Though its use of music and monkey-screeching sound effects are certainly noteworthy, Stanley Kubrick did entirely without dialogue or narration for the lengthy “Dawn of Man” sequence that begins his 1968 classic 2001: A Space Odyssey. Indeed, he goes without spoken words for several other sections of the film as well—in the sections that follow, and in the closing “Jupiter and Beyond the Infinite” sequence, which (like the “Dawn of Man”) runs about 20 minutes. Instead, Kubrick uses music, sound effects, and striking (sometimes experimental) imagery to bookend his story of technology, artificial intelligence, and human evolution.

WALL-E

When you’re the only character in a movie, there’s not much call for dialogue. Witness the middle sections of Cast Away (which might’ve made this list, were it not for its terrible third act) and the opening scenes Pixar’s WALL-E, in which the last robot on earth goes about his daily routine with the accompaniment of whirs, buzzes, and crashes, but no words. To get his animators into that mode of storytelling, director Andrew Stanton and his crew spent a year watching Chaplink Keaton, and Lloyd films on their lunch breaks. Forgoing dialogue was seen as a risky move for a film pitched at a children’s audience, but it actually wasn’t that much of a stretch; kids have responded to dialogue-free cartoons (like the Road Runner) for decades, and if you’ve ever taken a little kid to a silent comedy, you know how delighted they can be by them if they haven’t yet learned not to like old stuff.

Up

Pixar again, with one of the most heartbreaking sequences in all of modern cinema: the silent-movie style expositional montage that summarizes Carl and Ellie’s sweet, decades-long marriage. The passing years, the setbacks, every turn of their life together is conveyed with a perfectly-chosen visual; it’s as elegant and powerful a testament to the sheer emotional capacity of the cinema as any sequence in recent memory, and there’s not a word in it.

Vertigo

At its heart, Alfred Hitchcock’s 1958 masterpiece Vertigo is a tale of obsession. As such, one of its key sequences finds detective “Scottie” Ferguson (James Stewart) following and watching Madeline (Kim Novak), the wife of an acquaintance, and slowly becoming consumed by her. Few filmmakers were as distinctive in their visual style as Hitchcock, who made his first films at the end of the silent era; in scenes like Vertigo’s extended pursuit, North by Northwest’s crop-duster sequence, and (most famously) Psycho’s shower scene, he called upon his early experience to create the kind of pure cinema that became his legend.

There Will Be Blood

Paul Thomas Anderson’s 2007 epic establishes its leading character, Daniel Plainview (Daniel Day Lewis), with two long sequences of prospecting, first for silver, then for oil. No words are used, because none are necessary — for either the character, a hard man with no relationships to speak of, or the film, which masterfully reveals the character and his working environments through Robert Elswitt’s cinematography, Johnny Greenwood’s frightening music, Anderson’s compositions, and Lewis’ Oscar-winning performance.

Punch-Drunk Love

Punch Drunk Love Opening Scene from Media Clips on Vimeo.

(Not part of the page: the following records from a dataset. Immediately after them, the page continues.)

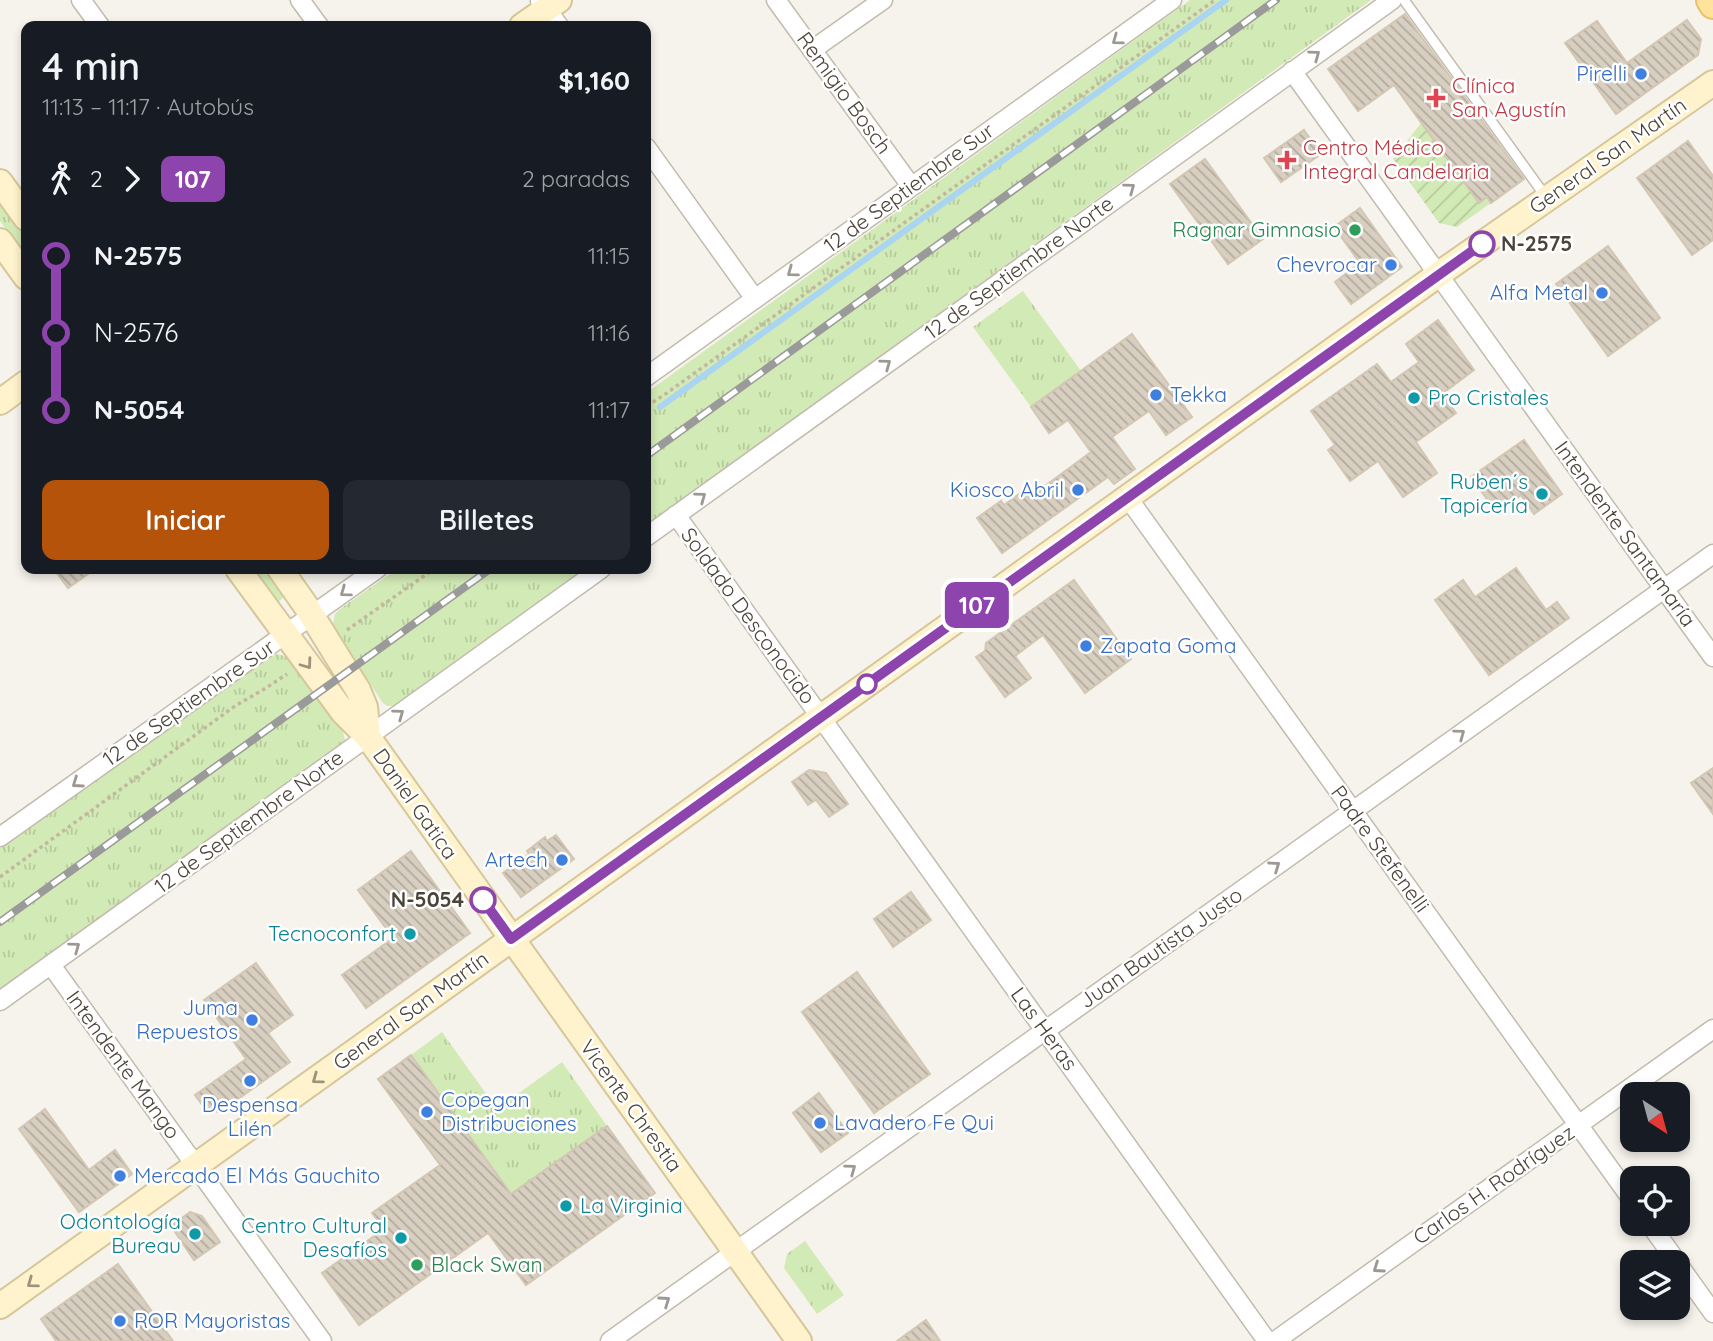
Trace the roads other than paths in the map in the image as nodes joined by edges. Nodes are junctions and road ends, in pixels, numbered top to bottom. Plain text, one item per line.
1 (81, 0) edge
2 (300, 0) edge
3 (776, 0) edge
4 (883, 0) edge
5 (1172, 0) edge
6 (1392, 0) edge
7 (1404, 0) edge
8 (1710, 0) edge
9 (1713, 5) edge
10 (551, 9) edge
11 (96, 21) edge
12 (315, 21) edge
13 (531, 21) edge
14 (813, 50) junction
15 (1292, 71) junction
16 (1713, 83) edge
17 (651, 154) edge
18 (0, 182) edge
19 (911, 186) junction
20 (1547, 199) junction
21 (21, 211) edge
22 (0, 241) edge
23 (21, 270) edge
24 (1439, 274) junction
25 (755, 299) junction
26 (651, 373) edge
27 (21, 387) edge
28 (0, 402) edge
29 (1128, 498) junction
30 (676, 515) junction
31 (651, 533) edge
32 (1713, 554) edge
33 (242, 574) edge
34 (283, 574) edge
35 (370, 574) edge
36 (594, 574) edge
37 (1664, 589) junction
38 (312, 615) junction
39 (285, 635) junction
40 (1713, 657) edge
41 (821, 717) junction
42 (368, 737) junction
43 (1353, 811) junction
44 (0, 837) edge
45 (511, 939) junction
46 (51, 965) junction
47 (0, 1001) edge
48 (1045, 1030) junction
49 (1713, 1030) edge
50 (1578, 1125) junction
51 (196, 1166) junction
52 (1620, 1183) edge
53 (735, 1252) junction
54 (1690, 1281) edge
55 (0, 1306) edge
56 (1713, 1312) edge
57 (322, 1341) edge
58 (610, 1341) edge
59 (799, 1341) edge
60 (1267, 1341) edge
61 (1275, 1341) edge

1 - 11 street
2 - 12 street
3 - 14 street, Remigio Bosch
4 - 14 street
5 -> 19 street, 12 de Septiembre Sur
15 -> 6 street, 12 de Septiembre Norte
7 - 20 lane
8 - 9 main road
10 - 13 main road
14 - 19 street, Remigio Bosch
15 - 24 street, Intendente Santamaría
30 -> 15 street, 12 de Septiembre Norte
16 - 20 main road, General San Martín
17 - 25 street
18 - 21 main road
19 -> 25 street, 12 de Septiembre Sur
20 - 24 main road, General San Martín
22 - 23 main road
24 - 29 main road, General San Martín
24 - 37 street, Intendente Santamaría
25 - 26 street, 12 de Septiembre Sur
27 - 28 main road
29 - 41 main road, General San Martín
29 - 43 street, Padre Stefenelli
30 - 31 street, 12 de Septiembre Norte
30 - 41 street, Soldado Desconocido
32 - 37 street, Juan Bautista Justo
33 - 39 main road, Daniel Gatica
34 - 38 main road, Daniel Gatica
35 -> 38 street, 12 de Septiembre Sur
42 -> 36 street, 12 de Septiembre Norte
37 - 40 street, Intendente Santamaría
43 -> 37 street, Juan Bautista Justo
38 - 39 street, 12 de Septiembre Sur
38 - 42 main road, Daniel Gatica
39 -> 42 main road, Daniel Gatica
39 -> 44 street, 12 de Septiembre Sur
41 - 45 main road, General San Martín
41 - 48 street, Las Heras
42 - 45 main road, Daniel Gatica
46 -> 42 street, 12 de Septiembre Norte
48 -> 43 street, Juan Bautista Justo
43 - 50 street, Padre Stefenelli
45 -> 51 main road, General San Martín
45 - 53 main road, Vicente Chrestia
46 - 47 street, 12 de Septiembre Norte
46 - 51 street, Intendente Mango
53 -> 48 street, Juan Bautista Justo
48 - 60 street, Las Heras
49 - 50 street, Carlos H. Rodríguez
50 - 52 street, Padre Stefenelli
50 -> 61 street, Carlos H. Rodríguez
51 -> 55 main road, General San Martín
51 - 57 street, Intendente Mango
58 -> 53 street, Juan Bautista Justo
53 - 59 main road, Vicente Chrestia
54 - 56 street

Anderson again, whose 2002 Adam Sandler vehicle begins (after a brief solo dialogue scene) with a strange, wordless sequence that proves an ample indication of the weirdness that will follow. Working early, novelty plunger entrepreneur Barry Egan witnesses a bizarre auto accident; he’s barely processed the smash-up when, out of nowhere, a harmonium is delivered at his feet. It’s a funny scene, but funny in an odd, off-balanced, almost surrealist way, almost a mating of Buster Keaton and Luis Bunuel, with the harmonium itself regarded with an awe that recalls Kubrick’s monoliths.

Those are just a few of our favorite silent scenes in “talkies”—what are yours?